If a person has the trait of anxiety, they would have a range of anxiety, but it is unlikely that they would never be anxious.
This underlying trait of anxiety will generate a range of behaviour that they may exhibit in any situation.
What did Allport believe through Traits and Situations?
Different situations can arouse trait-related behaviours to varying degrees.
What did Allports belief through Traits and Situations concluded.
Allport was an early interactionist, instead of a pure trait theorist.
An interactionist is who believes that behaviour always results from the combined influence of person variables (traits) and situation variables.
Habit.
Specific mode of responding—for example, putting on clean clothing in the morning that develops because a more general trait exists (trait of cleanliness).
True or False: A trait synthesizes a number of specific habits.
True.
Attitude.
Attitudes, like habits, are more specific than traits.
One can, for example, have a favourable attitude toward boxing, but this may be only a single manifestation of the more general trait of aggressiveness.
How does a person have an attitude toward something?
They can have it toward a certain person, a maker of automobile, or travel.
How is a trait, conversely, more general?
For example, if a person is basically aggressive, he or she will tend to act aggressively toward strangers, acquaintances, animals, world affairs, and the like.
Distinction between attitudes and traits.

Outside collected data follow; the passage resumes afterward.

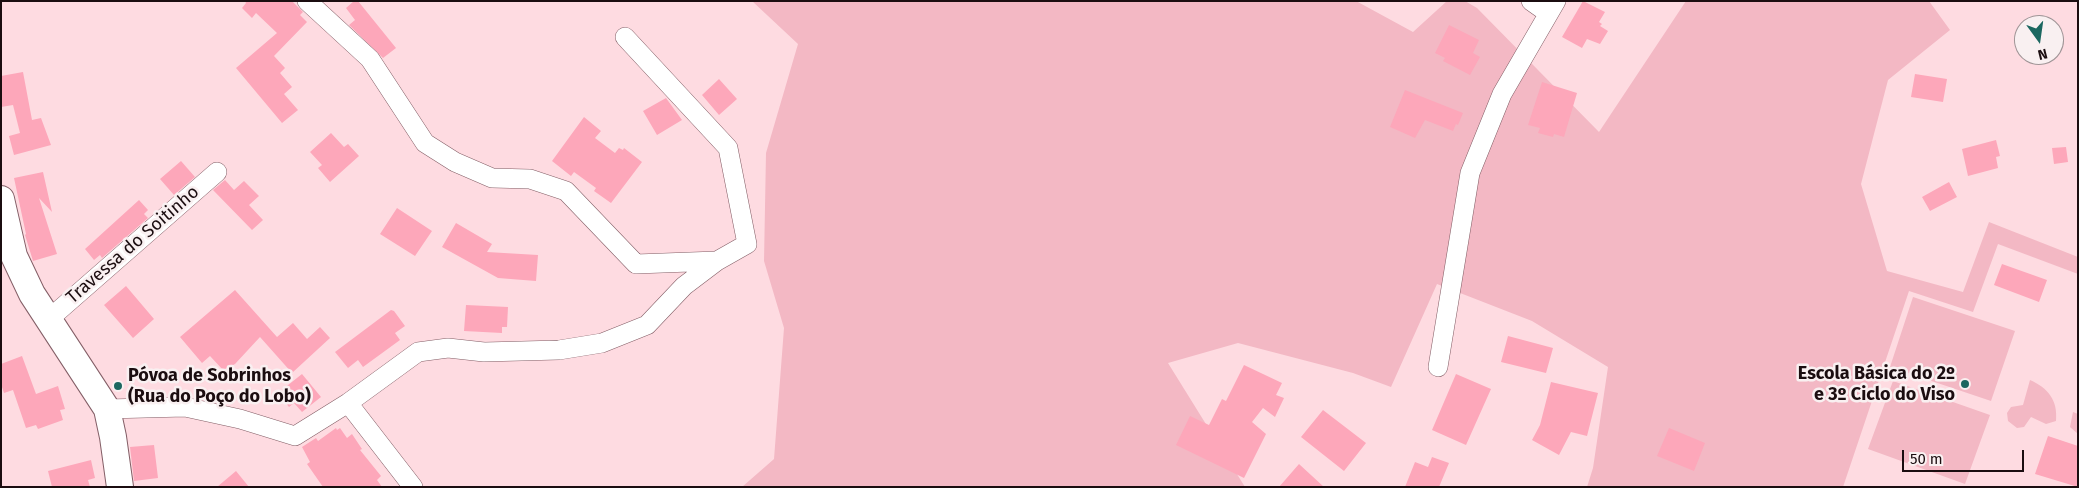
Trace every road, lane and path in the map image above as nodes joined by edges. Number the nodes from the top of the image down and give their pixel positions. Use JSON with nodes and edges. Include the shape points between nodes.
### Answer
{"nodes":[{"id":1,"x":307,"y":1,"type":"edge"},
{"id":2,"x":1531,"y":1,"type":"edge"},
{"id":3,"x":1552,"y":7,"type":"edge"},
{"id":4,"x":625,"y":37,"type":"dead end"},
{"id":5,"x":217,"y":172,"type":"dead end"},
{"id":6,"x":1,"y":199,"type":"edge"},
{"id":7,"x":717,"y":261,"type":"junction"},
{"id":8,"x":49,"y":319,"type":"junction"},
{"id":9,"x":1438,"y":367,"type":"dead end"},
{"id":10,"x":348,"y":404,"type":"junction"},
{"id":11,"x":107,"y":409,"type":"junction"},
{"id":12,"x":120,"y":487,"type":"edge"},
{"id":13,"x":413,"y":487,"type":"edge"}],
"edges":[{"from":1,"to":7,"type":"street","via":[[370,59],[425,143],[455,162],[492,178],[530,179],[566,191],[636,264]]},
{"from":2,"to":3,"type":"street"},
{"from":3,"to":9,"type":"street","via":[[1502,94],[1470,173]]},
{"from":4,"to":7,"type":"street","via":[[728,148],[747,244]]},
{"from":5,"to":8,"type":"street","name":"Travessa do Soitinho"},
{"from":6,"to":8,"type":"street","via":[[14,256],[32,294]]},
{"from":7,"to":10,"type":"street","via":[[684,286],[647,324],[602,343],[559,350],[484,352],[448,348],[418,352]]},
{"from":8,"to":11,"type":"street"},
{"from":10,"to":11,"type":"street","via":[[295,436],[185,407]]},
{"from":10,"to":13,"type":"street"},
{"from":11,"to":12,"type":"street"}]}
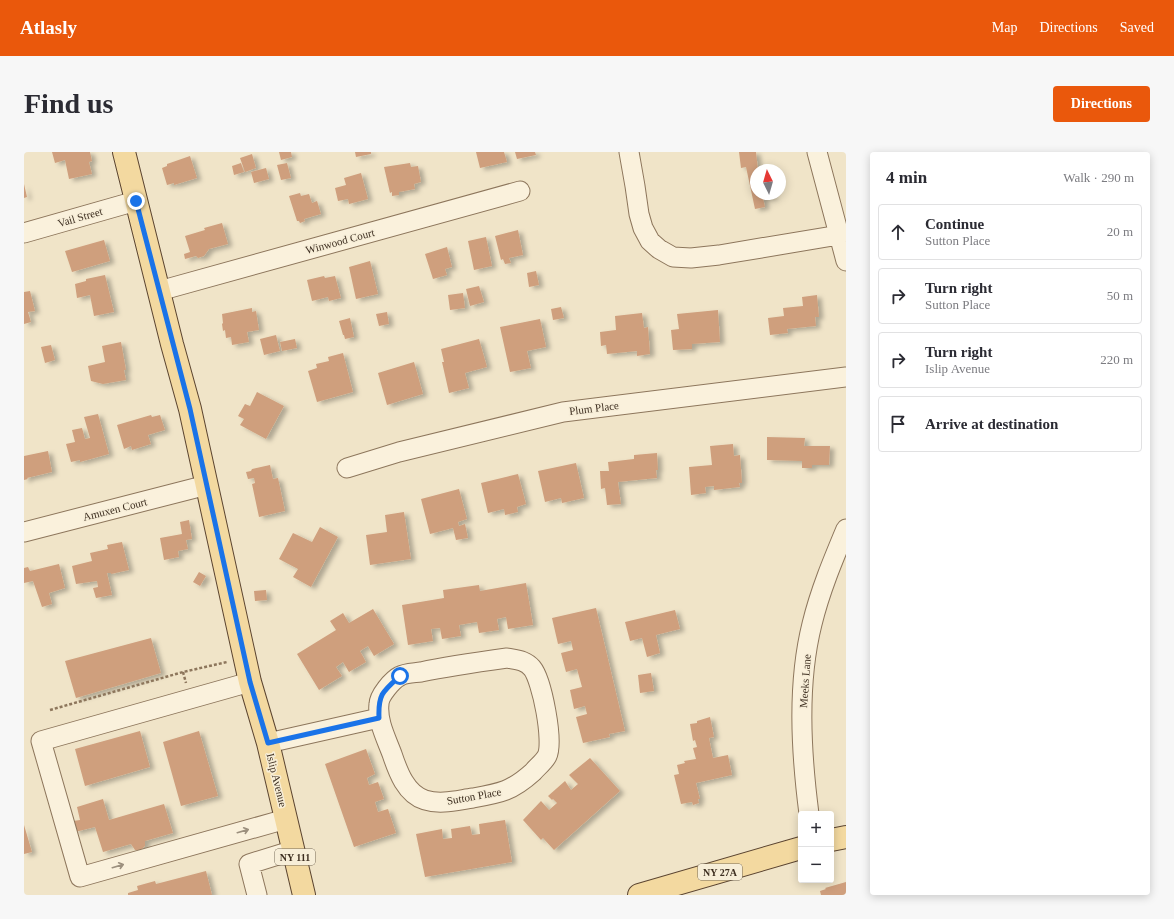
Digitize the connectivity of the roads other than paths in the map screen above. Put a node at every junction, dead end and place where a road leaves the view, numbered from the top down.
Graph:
1 (124, 152) edge
2 (629, 152) edge
3 (817, 152) edge
4 (520, 191) dead end
5 (136, 201) junction
6 (24, 233) edge
7 (839, 235) junction
8 (846, 261) edge
9 (159, 291) junction
10 (846, 377) edge
11 (347, 468) dead end
12 (207, 485) junction
13 (846, 529) edge
14 (24, 532) edge
15 (250, 682) junction
16 (379, 718) junction
17 (268, 743) junction
18 (810, 811) edge
19 (286, 818) junction
20 (846, 836) edge
21 (834, 839) edge
22 (798, 849) edge
23 (294, 850) junction
24 (257, 895) edge
25 (304, 895) edge
26 (640, 895) edge

1 - 5 main road, Islip Avenue / NY 111
2 - 7 street
3 - 7 street
4 - 9 street, Winwood Court
5 - 6 street, Vail Street
5 - 9 main road, Islip Avenue / NY 111
7 - 8 street
9 - 12 main road, Islip Avenue / NY 111
10 - 11 street, Plum Place
12 - 14 street, Amuxen Court
12 - 15 main road, Islip Avenue / NY 111
13 - 18 street, Meeks Lane
15 - 17 main road, Islip Avenue / NY 111
15 -> 19 street
16 - 16 street, Sutton Place
16 - 17 street
17 - 19 main road, Islip Avenue / NY 111
19 - 23 main road, Islip Avenue / NY 111
20 - 21 main road
22 - 26 main road, NY 27A
23 - 24 street
23 - 25 main road, Islip Avenue / NY 111

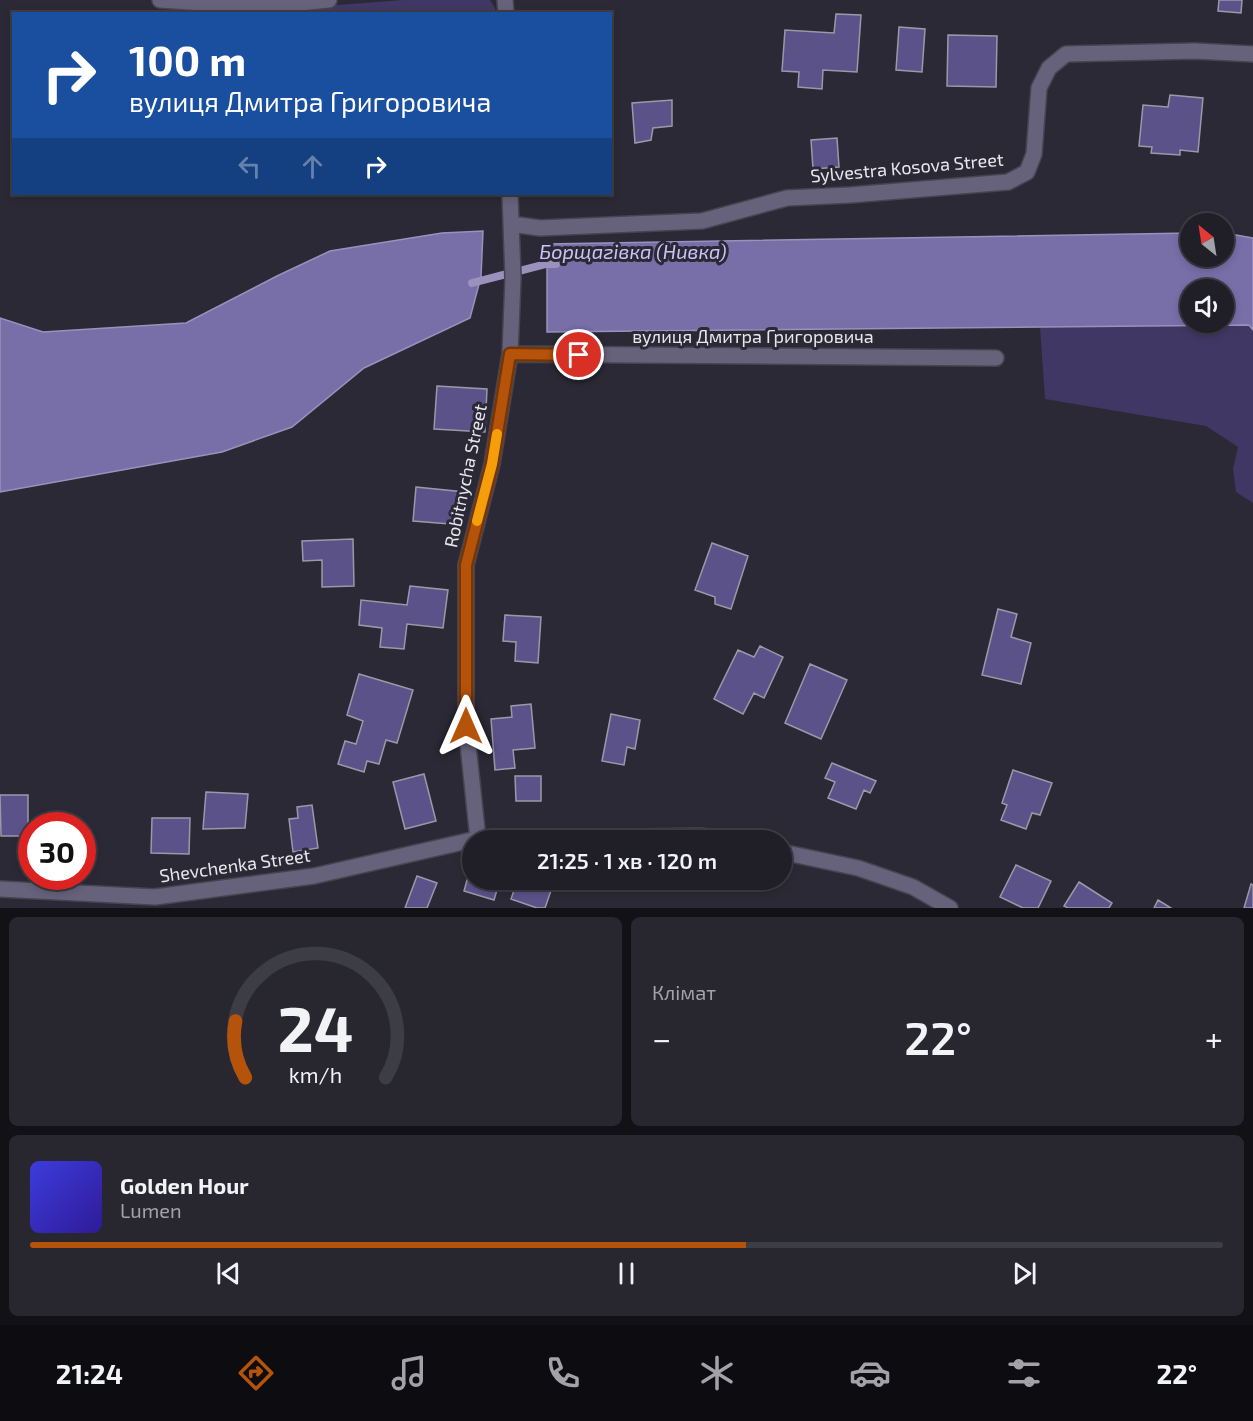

Attitudes usually imply evaluation. Attitudes are usually for, or against something; they are either positive or negative and they imply either acceptance or rejection of something.
Traits, are responsible for all behaviour and cognitions whether or not evaluation is involved.
Individual Traits.
Either the unique patterns of traits possessed by an individual or the unique way that a particular trait manifests itself in the personality of a particular person.
For example, a particular person’s way of displaying aggressiveness. Later in the development of his theory, Allport changed the term individual trait to personal disposition.
Common traits.
Traits are used to describe a group of individuals.